Streaming data with a Raspberry Pi

Using MicroPython, Apache Kafka and Confluent Cloud

Ana Escobar
Towards Data Engineering
7 min readApr 24, 2023

--

Photo by Michael Smith — Speed of Light

Real-time systems have become increasingly popular in recent years, driven by the growing demand for high-performance, responsive and reliable systems. They are designed to process data and respond to events in real-time or near real-time, providing immediate feedback and control. They are used in a wide range of applications, from industrial automation and control systems to self-driving cars and video games. With the advent of new technologies such as the Internet of Things (IoT) and the increasing use of cloud computing, real-time systems are becoming even more prevalent and essential to our daily lives.

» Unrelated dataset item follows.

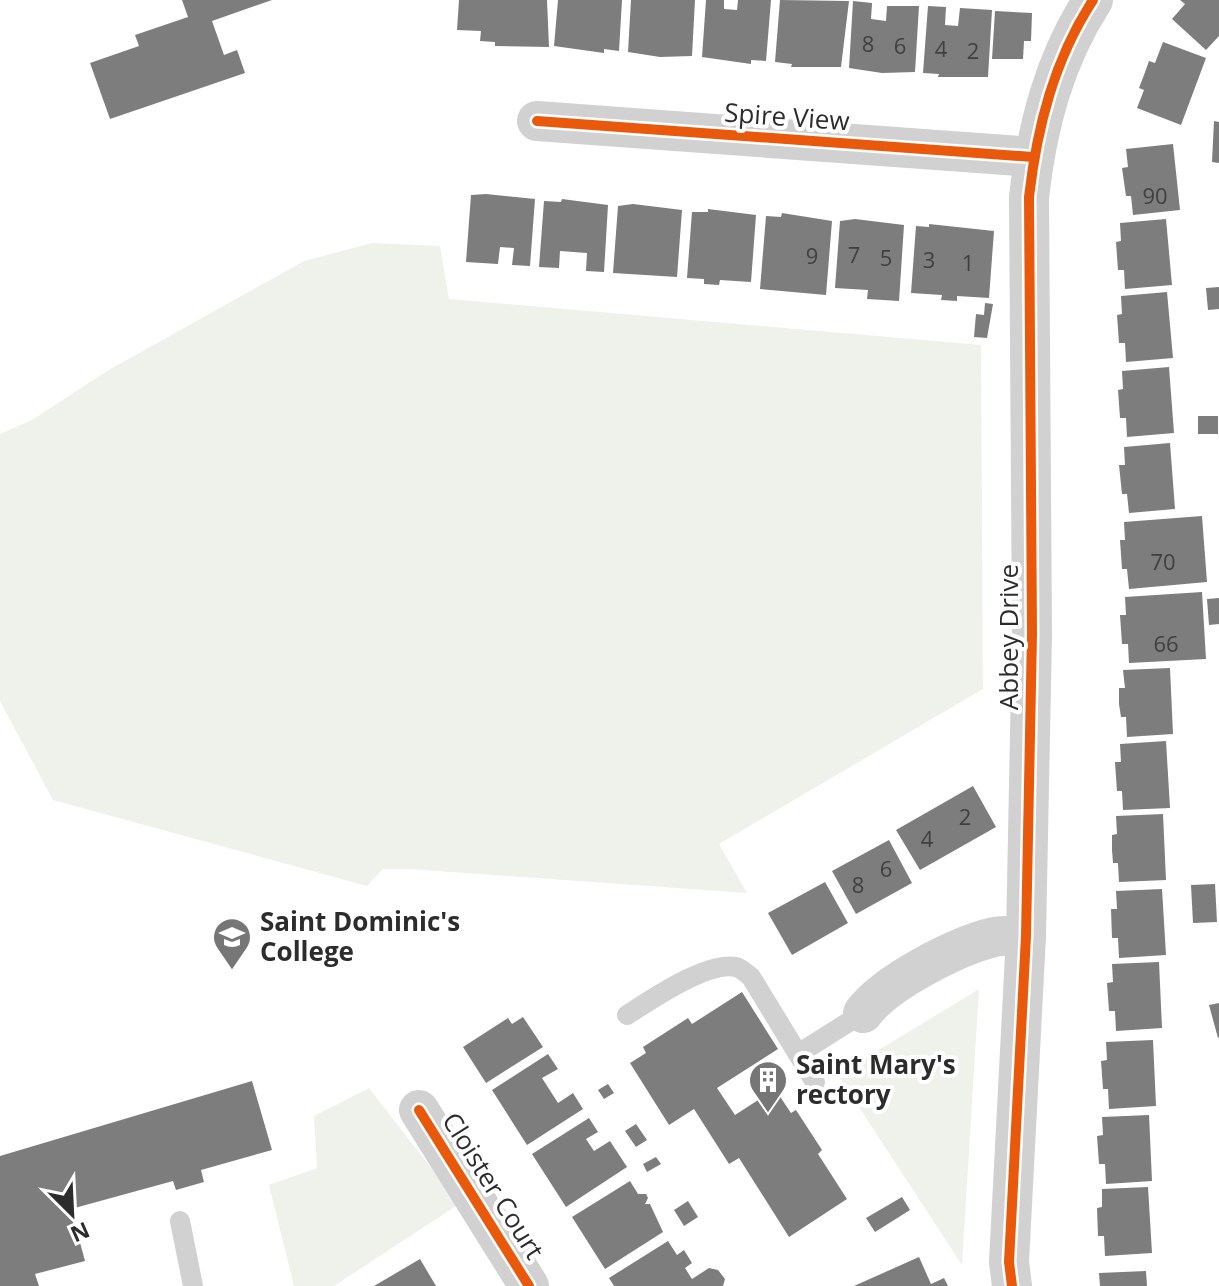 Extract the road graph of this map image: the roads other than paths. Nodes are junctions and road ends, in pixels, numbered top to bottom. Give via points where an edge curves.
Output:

One of the most popular streaming platform is Apache Kafka. It is an open-source distributed streaming platform that is widely used for building real-time data pipelines and streaming applications. It is popular because of its high throughput, low latency, scalability, fault-tolerance, and ease of integration with other systems. Due to this, it was the chosen platform to use in our project. The whole design of the project can be seen in the following picture:

As an overview, we developed a system that serves two use cases:

  • Predictive maintenance
  • Health device monitoring

We generate real-time data from two Windows laptops and a Raspberry Pi, which contains device and sensor measurement information. The data is sent to two different Kafka topics, where it is consumed and used to make predictions on whether a device is stressed. The results are stored in an AWS DynamoDB table along with the measurements. If the prediction is positive, a notification is sent to the user via a Telegram Bot, and the Bot asks for feedback to improve the accuracy of the model by updating the prediction in the DynamoDB table. Users can also monitor device information by asking the Telegram Bot for the latest information stored in the DynamoDB table.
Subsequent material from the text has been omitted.